Exercise material
* * * *

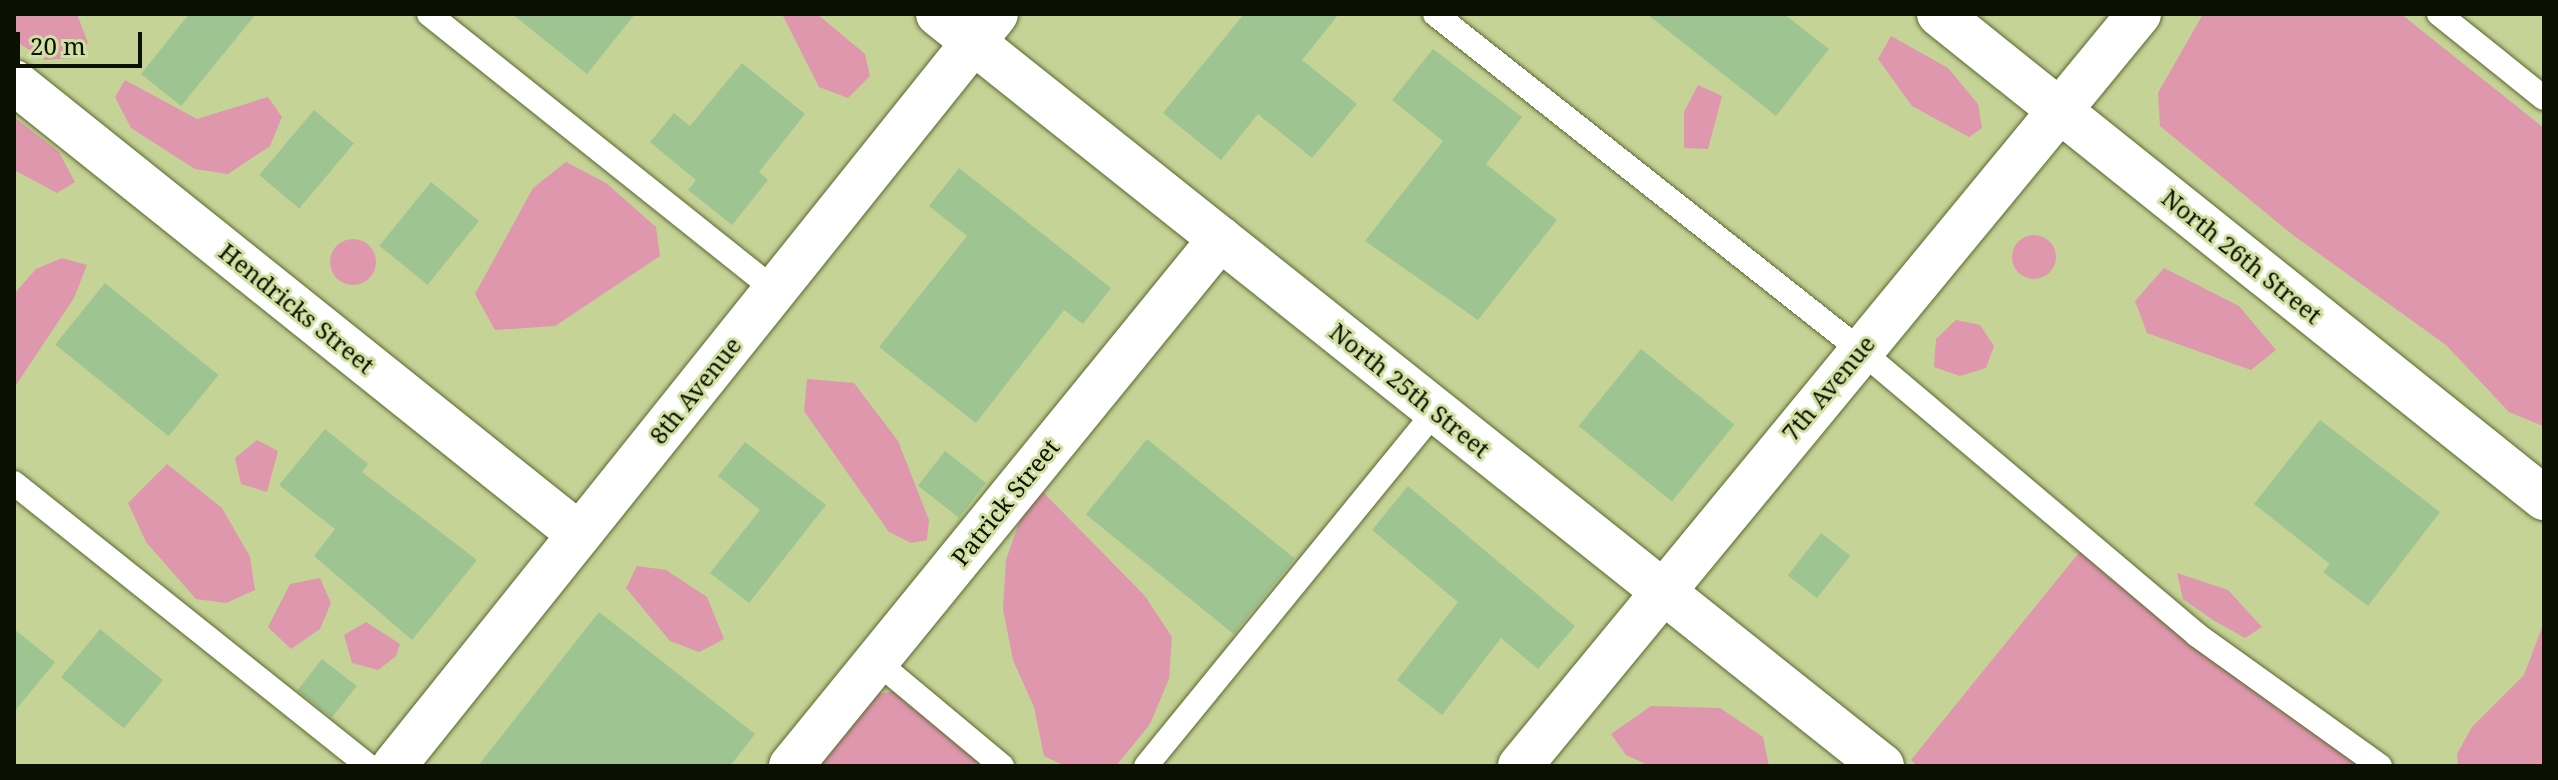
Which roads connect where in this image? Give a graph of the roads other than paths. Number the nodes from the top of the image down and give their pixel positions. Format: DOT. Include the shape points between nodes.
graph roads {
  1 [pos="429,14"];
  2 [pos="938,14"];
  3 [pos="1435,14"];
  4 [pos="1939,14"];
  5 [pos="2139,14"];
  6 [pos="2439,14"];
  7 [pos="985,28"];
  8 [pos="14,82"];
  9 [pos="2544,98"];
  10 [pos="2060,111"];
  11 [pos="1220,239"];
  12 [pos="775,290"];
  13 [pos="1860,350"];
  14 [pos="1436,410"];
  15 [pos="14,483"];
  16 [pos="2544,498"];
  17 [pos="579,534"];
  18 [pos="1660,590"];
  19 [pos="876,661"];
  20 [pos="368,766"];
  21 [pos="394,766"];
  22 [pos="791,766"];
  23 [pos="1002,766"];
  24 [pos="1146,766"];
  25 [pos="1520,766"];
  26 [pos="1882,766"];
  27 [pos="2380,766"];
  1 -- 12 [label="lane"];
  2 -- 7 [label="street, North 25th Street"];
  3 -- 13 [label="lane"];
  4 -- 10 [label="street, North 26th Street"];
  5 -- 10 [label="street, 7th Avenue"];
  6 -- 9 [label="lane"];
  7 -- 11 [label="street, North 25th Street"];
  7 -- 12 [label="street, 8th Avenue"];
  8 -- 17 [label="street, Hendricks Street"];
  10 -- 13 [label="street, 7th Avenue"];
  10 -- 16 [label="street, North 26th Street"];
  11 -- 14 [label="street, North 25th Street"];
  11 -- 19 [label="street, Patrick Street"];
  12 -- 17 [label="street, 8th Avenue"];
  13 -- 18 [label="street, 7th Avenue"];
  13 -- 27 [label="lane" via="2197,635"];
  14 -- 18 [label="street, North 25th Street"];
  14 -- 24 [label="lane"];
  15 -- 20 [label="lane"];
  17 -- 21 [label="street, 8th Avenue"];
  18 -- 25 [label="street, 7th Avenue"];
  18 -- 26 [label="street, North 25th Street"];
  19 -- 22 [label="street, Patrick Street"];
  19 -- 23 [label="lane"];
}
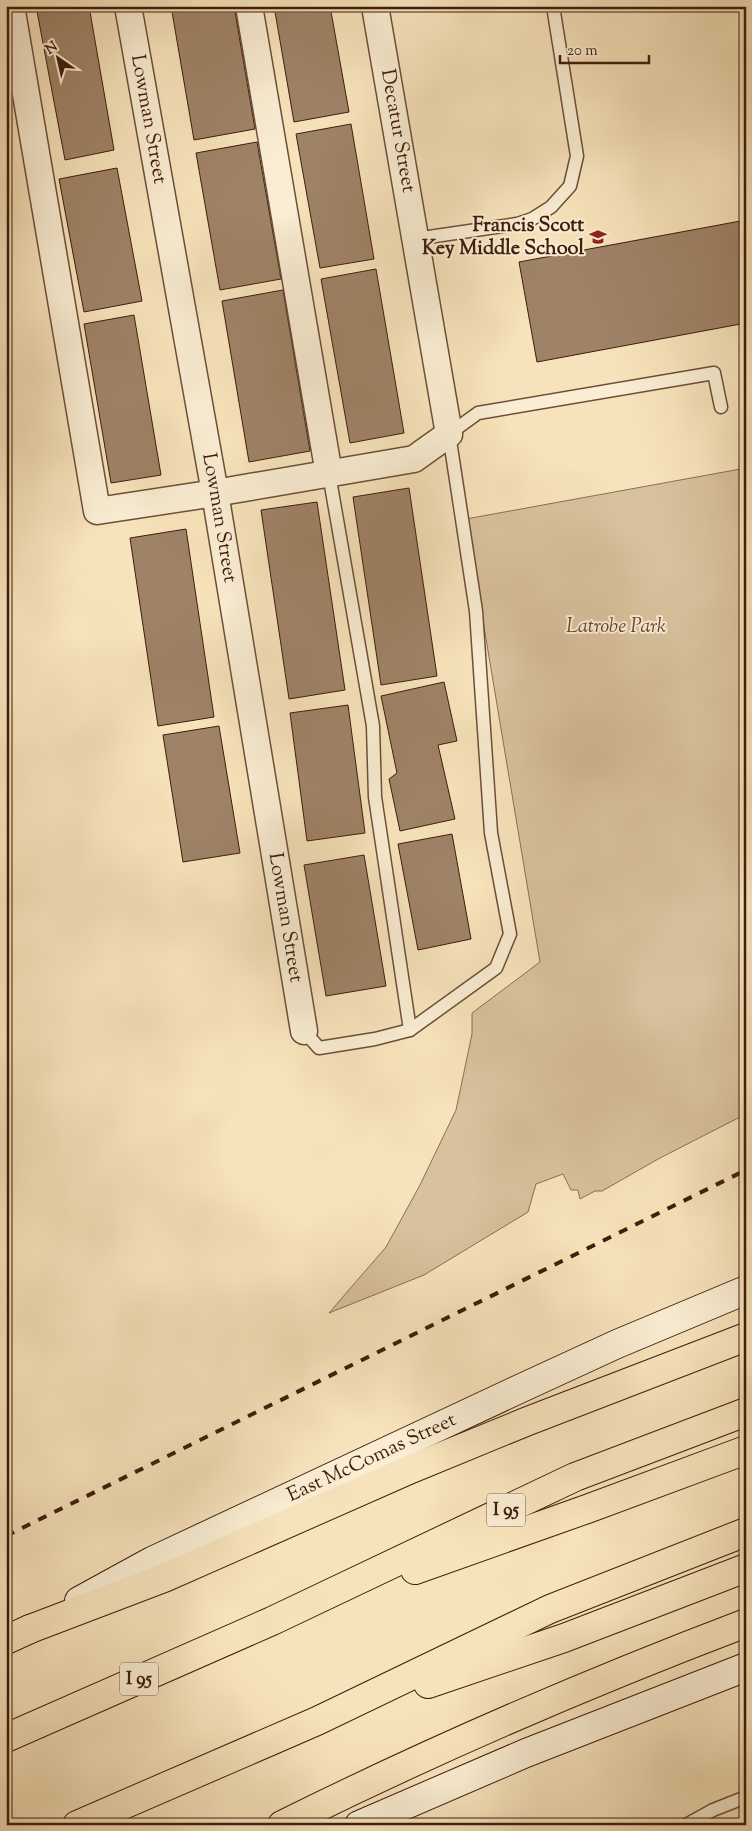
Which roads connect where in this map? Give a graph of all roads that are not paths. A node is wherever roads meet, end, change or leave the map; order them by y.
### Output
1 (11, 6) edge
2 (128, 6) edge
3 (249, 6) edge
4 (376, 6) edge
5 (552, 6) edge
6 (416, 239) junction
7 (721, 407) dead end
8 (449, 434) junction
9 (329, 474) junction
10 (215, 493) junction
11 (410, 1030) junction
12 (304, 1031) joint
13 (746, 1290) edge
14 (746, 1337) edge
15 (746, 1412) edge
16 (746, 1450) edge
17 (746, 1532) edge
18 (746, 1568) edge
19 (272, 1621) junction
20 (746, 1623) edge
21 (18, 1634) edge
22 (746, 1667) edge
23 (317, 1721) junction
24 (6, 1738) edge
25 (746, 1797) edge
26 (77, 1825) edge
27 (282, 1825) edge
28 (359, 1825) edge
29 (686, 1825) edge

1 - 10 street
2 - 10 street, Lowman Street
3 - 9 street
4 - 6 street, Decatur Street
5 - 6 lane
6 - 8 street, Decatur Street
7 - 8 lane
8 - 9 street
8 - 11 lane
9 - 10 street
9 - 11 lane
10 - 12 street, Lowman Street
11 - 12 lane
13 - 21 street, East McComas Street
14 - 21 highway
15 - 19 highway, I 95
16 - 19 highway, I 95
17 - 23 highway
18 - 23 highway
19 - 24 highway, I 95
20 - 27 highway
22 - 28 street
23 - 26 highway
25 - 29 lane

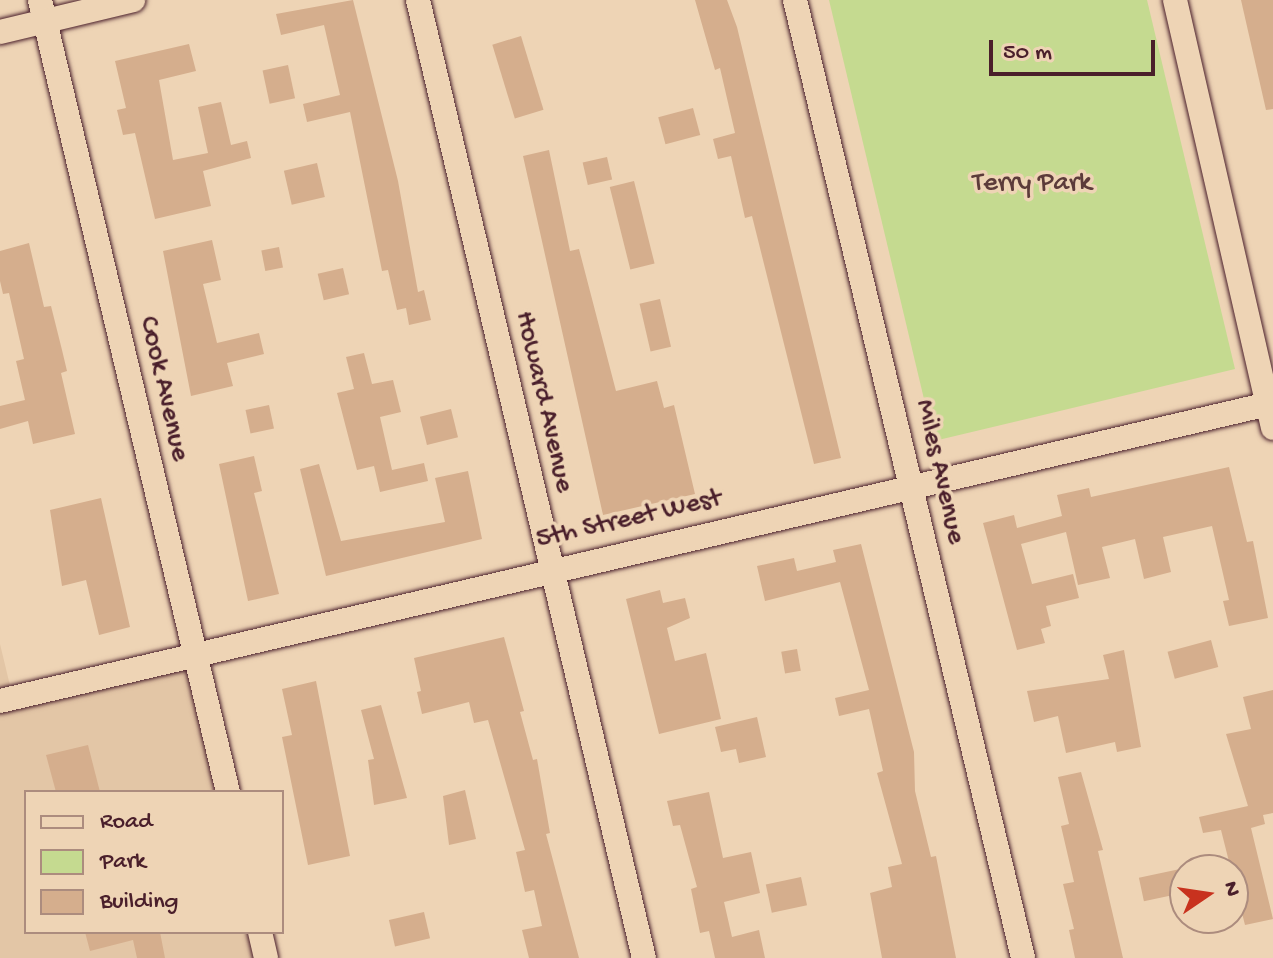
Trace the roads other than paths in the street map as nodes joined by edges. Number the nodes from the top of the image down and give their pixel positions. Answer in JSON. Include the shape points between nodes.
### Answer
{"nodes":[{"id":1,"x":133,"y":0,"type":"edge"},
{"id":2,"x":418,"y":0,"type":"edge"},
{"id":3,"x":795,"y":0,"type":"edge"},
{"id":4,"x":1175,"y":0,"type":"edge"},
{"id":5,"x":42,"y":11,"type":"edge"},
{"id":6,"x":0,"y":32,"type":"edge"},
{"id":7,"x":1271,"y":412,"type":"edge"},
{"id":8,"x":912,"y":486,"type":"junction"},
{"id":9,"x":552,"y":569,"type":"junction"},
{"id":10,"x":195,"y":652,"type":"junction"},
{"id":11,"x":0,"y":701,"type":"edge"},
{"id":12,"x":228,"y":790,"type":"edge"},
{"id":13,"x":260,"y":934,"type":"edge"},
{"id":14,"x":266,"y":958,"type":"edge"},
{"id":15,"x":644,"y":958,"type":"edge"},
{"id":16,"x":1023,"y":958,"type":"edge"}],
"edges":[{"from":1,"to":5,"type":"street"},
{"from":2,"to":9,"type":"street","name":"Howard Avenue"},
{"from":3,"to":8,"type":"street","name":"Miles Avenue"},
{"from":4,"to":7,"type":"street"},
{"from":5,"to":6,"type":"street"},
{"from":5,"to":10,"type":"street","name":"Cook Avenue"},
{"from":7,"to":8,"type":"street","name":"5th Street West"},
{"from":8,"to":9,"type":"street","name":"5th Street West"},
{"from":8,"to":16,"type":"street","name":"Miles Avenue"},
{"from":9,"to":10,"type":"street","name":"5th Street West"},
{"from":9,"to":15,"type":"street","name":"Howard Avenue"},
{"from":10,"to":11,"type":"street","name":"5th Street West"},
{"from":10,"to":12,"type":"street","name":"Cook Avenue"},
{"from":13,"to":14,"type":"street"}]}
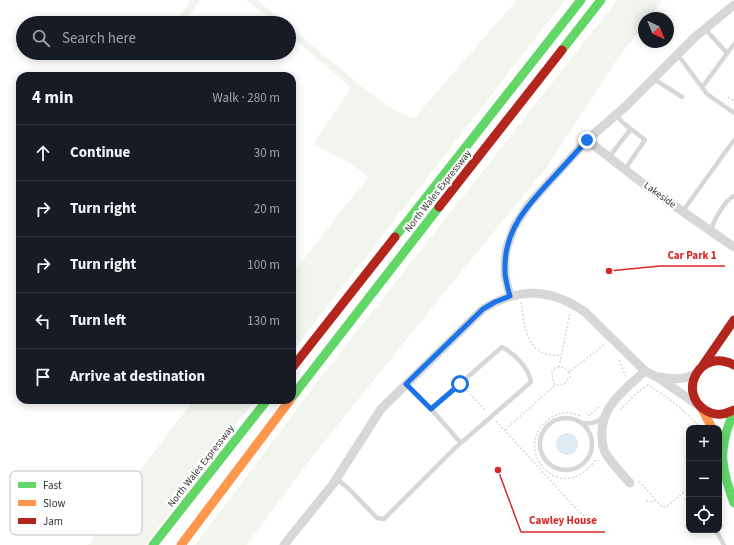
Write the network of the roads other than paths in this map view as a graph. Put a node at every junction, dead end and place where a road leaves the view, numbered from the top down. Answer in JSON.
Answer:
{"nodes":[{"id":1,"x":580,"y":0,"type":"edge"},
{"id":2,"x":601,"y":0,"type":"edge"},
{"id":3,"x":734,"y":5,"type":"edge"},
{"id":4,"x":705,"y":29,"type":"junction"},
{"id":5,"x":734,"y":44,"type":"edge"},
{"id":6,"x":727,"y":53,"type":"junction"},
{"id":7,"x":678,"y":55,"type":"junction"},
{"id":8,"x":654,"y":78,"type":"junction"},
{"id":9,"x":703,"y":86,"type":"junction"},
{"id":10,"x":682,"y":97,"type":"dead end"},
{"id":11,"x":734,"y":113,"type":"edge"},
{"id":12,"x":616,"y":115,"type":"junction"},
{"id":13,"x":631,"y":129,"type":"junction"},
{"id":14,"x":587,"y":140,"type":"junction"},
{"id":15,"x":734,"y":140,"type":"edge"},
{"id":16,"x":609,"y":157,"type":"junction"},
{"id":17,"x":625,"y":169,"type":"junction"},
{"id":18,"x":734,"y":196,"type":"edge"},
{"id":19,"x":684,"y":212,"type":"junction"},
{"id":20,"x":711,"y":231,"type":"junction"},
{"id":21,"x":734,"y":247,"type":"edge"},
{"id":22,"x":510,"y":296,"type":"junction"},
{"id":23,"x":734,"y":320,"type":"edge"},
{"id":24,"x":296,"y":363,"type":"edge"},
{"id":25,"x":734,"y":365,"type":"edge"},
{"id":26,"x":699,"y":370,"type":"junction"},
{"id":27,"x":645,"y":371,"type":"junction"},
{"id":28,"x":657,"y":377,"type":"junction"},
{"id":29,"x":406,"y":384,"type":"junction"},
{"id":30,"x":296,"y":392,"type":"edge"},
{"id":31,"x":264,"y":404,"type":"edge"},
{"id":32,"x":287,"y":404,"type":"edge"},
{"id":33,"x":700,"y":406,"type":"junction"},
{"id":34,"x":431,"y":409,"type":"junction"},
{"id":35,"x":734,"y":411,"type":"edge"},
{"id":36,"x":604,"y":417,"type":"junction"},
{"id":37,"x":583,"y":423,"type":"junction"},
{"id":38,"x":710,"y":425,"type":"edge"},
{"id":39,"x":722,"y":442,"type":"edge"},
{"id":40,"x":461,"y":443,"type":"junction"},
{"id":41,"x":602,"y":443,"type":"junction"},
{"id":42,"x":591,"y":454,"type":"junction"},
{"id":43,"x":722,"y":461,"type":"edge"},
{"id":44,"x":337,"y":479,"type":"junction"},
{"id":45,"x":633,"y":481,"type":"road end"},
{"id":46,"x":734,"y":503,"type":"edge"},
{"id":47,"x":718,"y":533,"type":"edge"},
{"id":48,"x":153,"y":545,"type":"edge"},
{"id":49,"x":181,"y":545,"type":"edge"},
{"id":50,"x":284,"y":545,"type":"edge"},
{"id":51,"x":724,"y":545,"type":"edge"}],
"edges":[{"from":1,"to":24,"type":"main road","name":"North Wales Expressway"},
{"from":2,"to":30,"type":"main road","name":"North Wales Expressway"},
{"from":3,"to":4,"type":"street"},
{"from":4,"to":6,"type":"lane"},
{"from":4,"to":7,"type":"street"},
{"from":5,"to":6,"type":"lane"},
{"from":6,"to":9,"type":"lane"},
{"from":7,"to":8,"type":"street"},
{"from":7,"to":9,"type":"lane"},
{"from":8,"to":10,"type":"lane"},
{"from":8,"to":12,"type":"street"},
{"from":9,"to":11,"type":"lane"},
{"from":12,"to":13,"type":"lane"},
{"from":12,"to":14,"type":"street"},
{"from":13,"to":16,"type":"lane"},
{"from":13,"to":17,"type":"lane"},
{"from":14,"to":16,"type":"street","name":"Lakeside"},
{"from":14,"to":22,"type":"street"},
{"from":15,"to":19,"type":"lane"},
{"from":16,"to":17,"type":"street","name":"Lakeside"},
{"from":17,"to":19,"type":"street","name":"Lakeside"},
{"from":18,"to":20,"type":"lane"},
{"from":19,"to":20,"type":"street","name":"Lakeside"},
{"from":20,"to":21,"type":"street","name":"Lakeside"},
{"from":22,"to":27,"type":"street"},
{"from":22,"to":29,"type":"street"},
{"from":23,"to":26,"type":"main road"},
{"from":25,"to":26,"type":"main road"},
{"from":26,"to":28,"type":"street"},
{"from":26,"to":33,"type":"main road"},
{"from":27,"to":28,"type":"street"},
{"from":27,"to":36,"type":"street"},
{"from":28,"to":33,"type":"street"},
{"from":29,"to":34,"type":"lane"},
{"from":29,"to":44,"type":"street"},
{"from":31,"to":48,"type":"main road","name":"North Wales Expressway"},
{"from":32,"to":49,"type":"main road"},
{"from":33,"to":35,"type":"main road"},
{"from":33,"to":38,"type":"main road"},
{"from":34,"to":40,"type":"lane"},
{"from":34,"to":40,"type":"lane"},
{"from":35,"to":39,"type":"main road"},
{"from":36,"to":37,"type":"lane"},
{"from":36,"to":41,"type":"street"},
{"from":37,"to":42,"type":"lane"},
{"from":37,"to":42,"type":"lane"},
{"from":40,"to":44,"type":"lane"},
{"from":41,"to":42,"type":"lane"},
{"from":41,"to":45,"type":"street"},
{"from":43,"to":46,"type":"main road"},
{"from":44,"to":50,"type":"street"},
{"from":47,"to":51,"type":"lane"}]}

* * * *

Assigned task
Report the lines above that contain "West".

Response
{"from":7,"to":8,"type":"street","name":"5th Street West"},
{"from":8,"to":9,"type":"street","name":"5th Street West"},
{"from":9,"to":10,"type":"street","name":"5th Street West"},
{"from":10,"to":11,"type":"street","name":"5th Street West"},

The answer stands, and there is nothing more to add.